Saved entries.
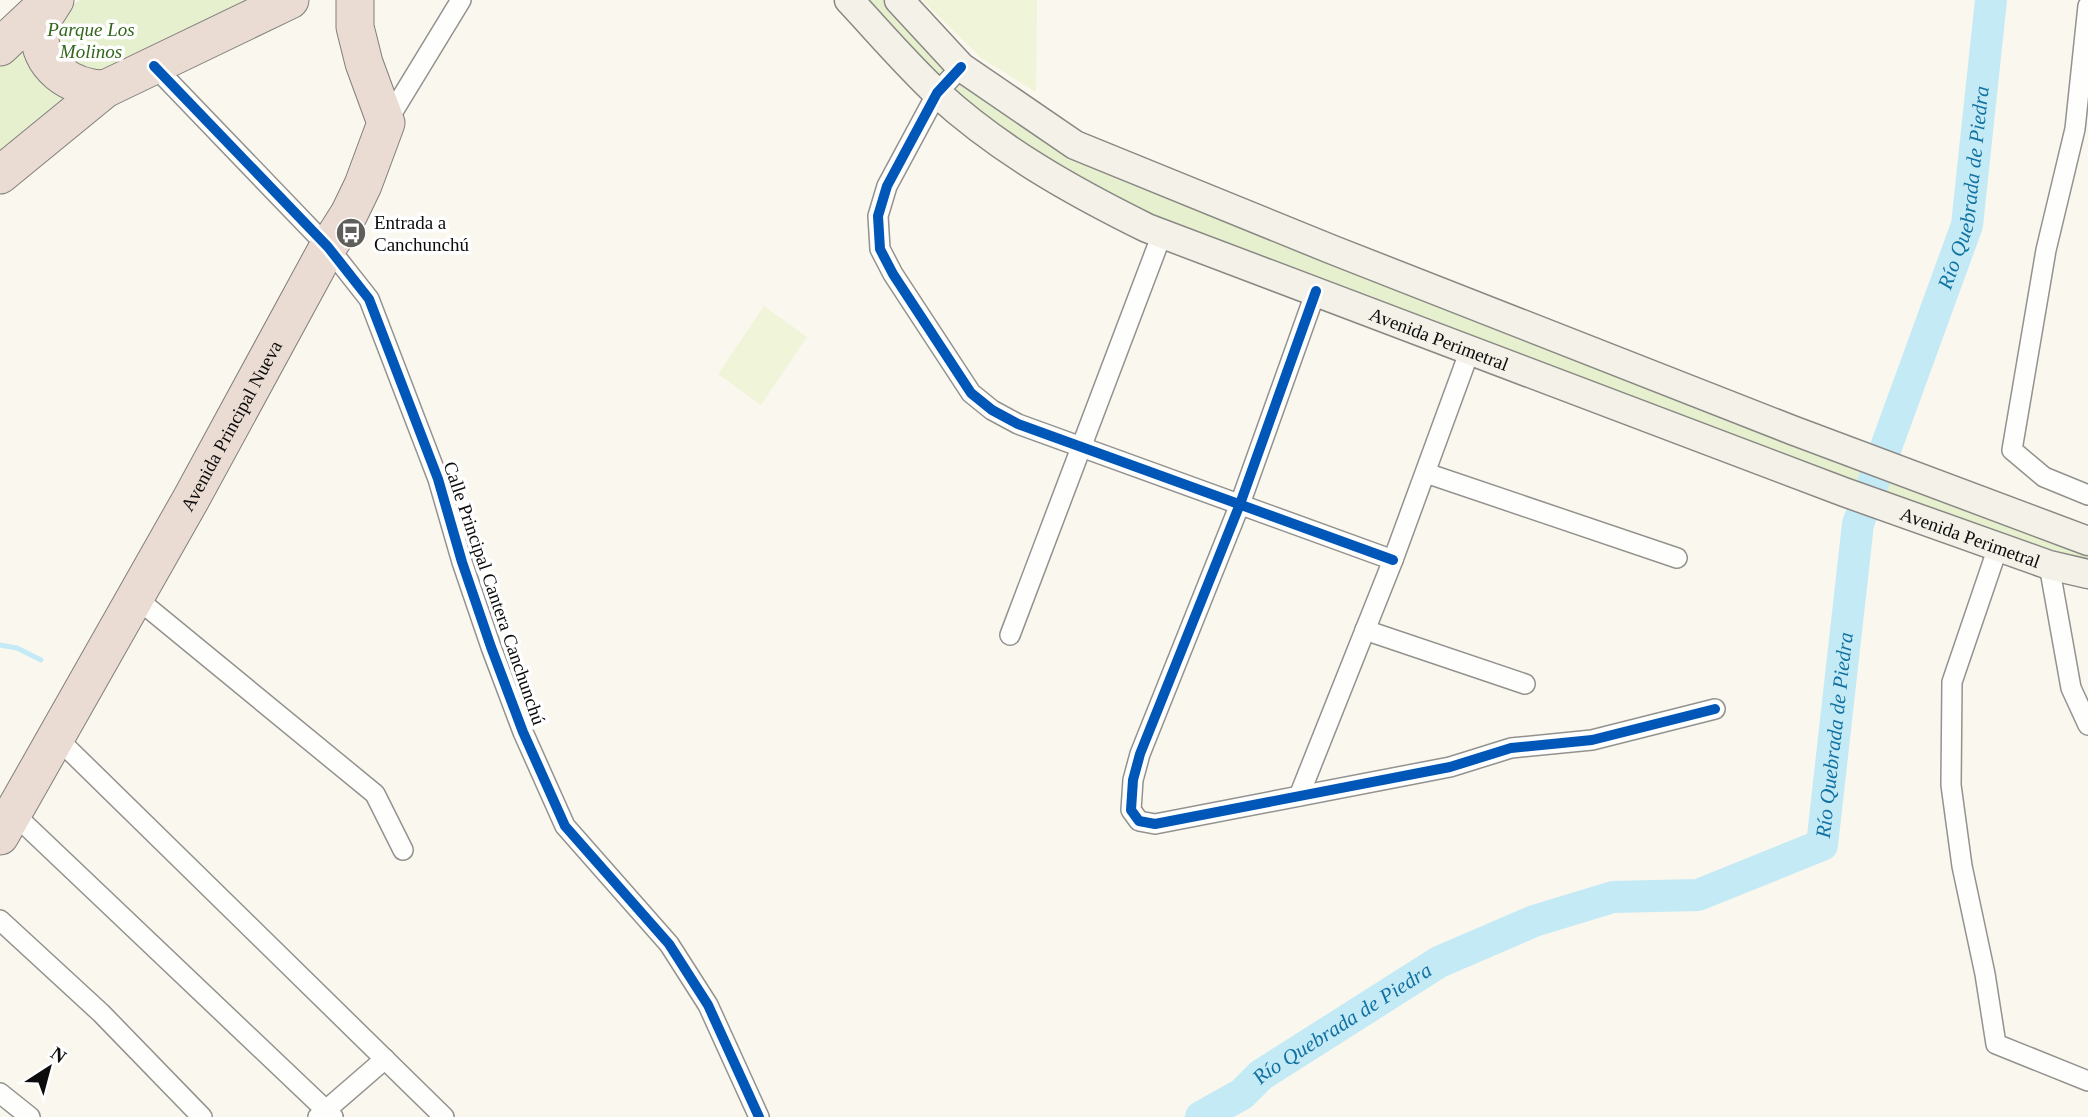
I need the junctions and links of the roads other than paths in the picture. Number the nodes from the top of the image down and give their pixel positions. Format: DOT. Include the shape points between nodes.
graph roads {
  1 [pos="53,0"];
  2 [pos="290,0"];
  3 [pos="355,0"];
  4 [pos="461,0"];
  5 [pos="849,0"];
  6 [pos="899,0"];
  7 [pos="2087,4"];
  8 [pos="0,47"];
  9 [pos="154,66"];
  10 [pos="961,67"];
  11 [pos="105,89"];
  12 [pos="937,93"];
  13 [pos="386,123"];
  14 [pos="0,175"];
  15 [pos="1162,234"];
  16 [pos="328,247"];
  17 [pos="1316,291"];
  18 [pos="1477,306"];
  19 [pos="1467,348"];
  20 [pos="1082,446"];
  21 [pos="1426,472"];
  22 [pos="2088,495"];
  23 [pos="1240,504"];
  24 [pos="2088,541"];
  25 [pos="1998,547"];
  26 [pos="1677,558"];
  27 [pos="1393,560"];
  28 [pos="2049,565"];
  29 [pos="2088,574"];
  30 [pos="135,597"];
  31 [pos="1365,630"];
  32 [pos="1010,635"];
  33 [pos="1525,684"];
  34 [pos="1715,709"];
  35 [pos="2088,725"];
  36 [pos="56,737"];
  37 [pos="1299,796"];
  38 [pos="6,825"];
  39 [pos="403,849"];
  40 [pos="0,920"];
  41 [pos="385,1059"];
  42 [pos="2088,1081"];
  43 [pos="0,1093"];
  44 [pos="326,1115"];
  45 [pos="30,1117"];
  46 [pos="202,1117"];
  47 [pos="444,1117"];
  48 [pos="759,1117"];
  1 -- 8 [label="highway"];
  1 -- 11 [label="highway" via="40,27 41,49 56,72 78,85"];
  2 -- 9 [label="highway"];
  3 -- 13 [label="highway" via="355,27 364,63"];
  4 -- 13 [label="street"];
  5 -- 12 [label="main road, Avenida Perimetral"];
  6 -- 10 [label="main road, Avenida Perimetral"];
  7 -- 22 [label="street" via="2075,129 2046,250 2012,450 2044,477"];
  9 -- 11 [label="highway"];
  9 -- 16 [label="street, Calle Principal Cantera Canchunchú"];
  10 -- 12 [label="street"];
  10 -- 18 [label="main road, Avenida Perimetral" via="1075,145"];
  11 -- 14 [label="highway"];
  12 -- 15 [label="main road, Avenida Perimetral" via="1018,157 1083,196"];
  12 -- 20 [label="street" via="887,186 878,216 880,249 971,393 1017,424"];
  13 -- 16 [label="highway, Avenida Principal Nueva" via="363,185"];
  15 -- 17 [label="main road, Avenida Perimetral"];
  15 -- 20 [label="street"];
  16 -- 30 [label="highway, Avenida Principal Nueva"];
  16 -- 48 [label="street, Calle Principal Cantera Canchunchú" via="369,299 438,479 491,647 565,826 670,944 708,1005"];
  17 -- 19 [label="main road, Avenida Perimetral"];
  17 -- 23 [label="street"];
  18 -- 19 [label="main road"];
  18 -- 24 [label="main road, Avenida Perimetral"];
  19 -- 21 [label="street"];
  19 -- 25 [label="main road, Avenida Perimetral"];
  20 -- 23 [label="street"];
  20 -- 32 [label="street"];
  21 -- 26 [label="street"];
  21 -- 27 [label="street"];
  23 -- 27 [label="street"];
  23 -- 37 [label="street" via="1140,754 1132,810 1139,821 1155,824"];
  25 -- 28 [label="main road, Avenida Perimetral"];
  25 -- 42 [label="street" via="1952,682 1951,785 1962,866 1996,1044"];
  27 -- 31 [label="street"];
  28 -- 29 [label="main road, Avenida Perimetral"];
  28 -- 35 [label="street" via="2071,688"];
  30 -- 36 [label="highway, Avenida Principal Nueva"];
  30 -- 39 [label="street" via="375,794"];
  31 -- 33 [label="street"];
  31 -- 37 [label="street"];
  34 -- 37 [label="street" via="1591,740 1511,748 1450,767"];
  36 -- 38 [label="highway, Avenida Principal Nueva"];
  36 -- 41 [label="street"];
  38 -- 44 [label="street"];
  40 -- 46 [label="street" via="101,1013"];
  41 -- 44 [label="street"];
  41 -- 47 [label="street"];
  43 -- 45 [label="street"];
}
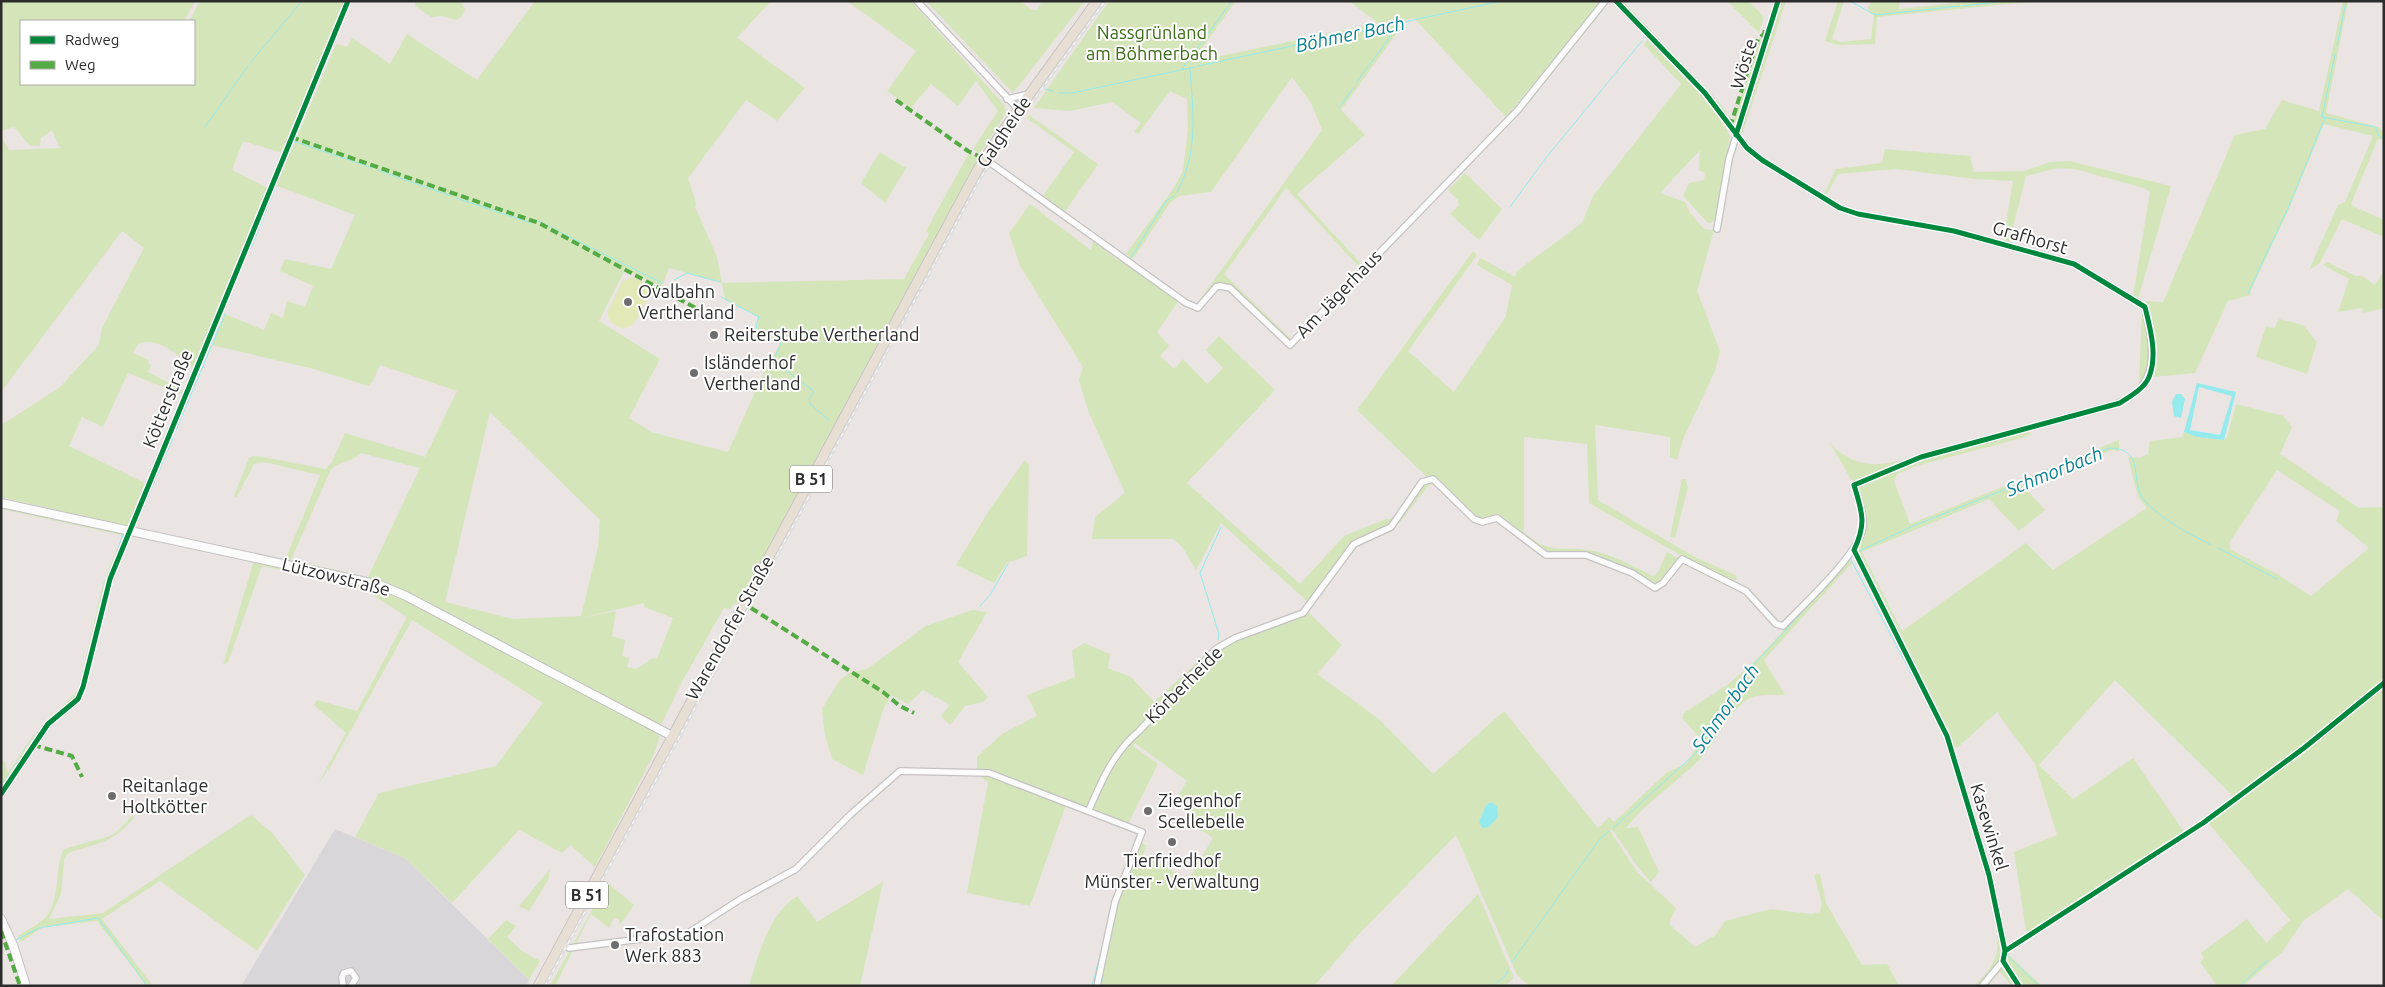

Exercise requirements. Copy out, from the records above, every line that holds the string "Nueva".

Response to this exercise.
  13 -- 16 [label="highway, Avenida Principal Nueva" via="363,185"];
  16 -- 30 [label="highway, Avenida Principal Nueva"];
  30 -- 36 [label="highway, Avenida Principal Nueva"];
  36 -- 38 [label="highway, Avenida Principal Nueva"];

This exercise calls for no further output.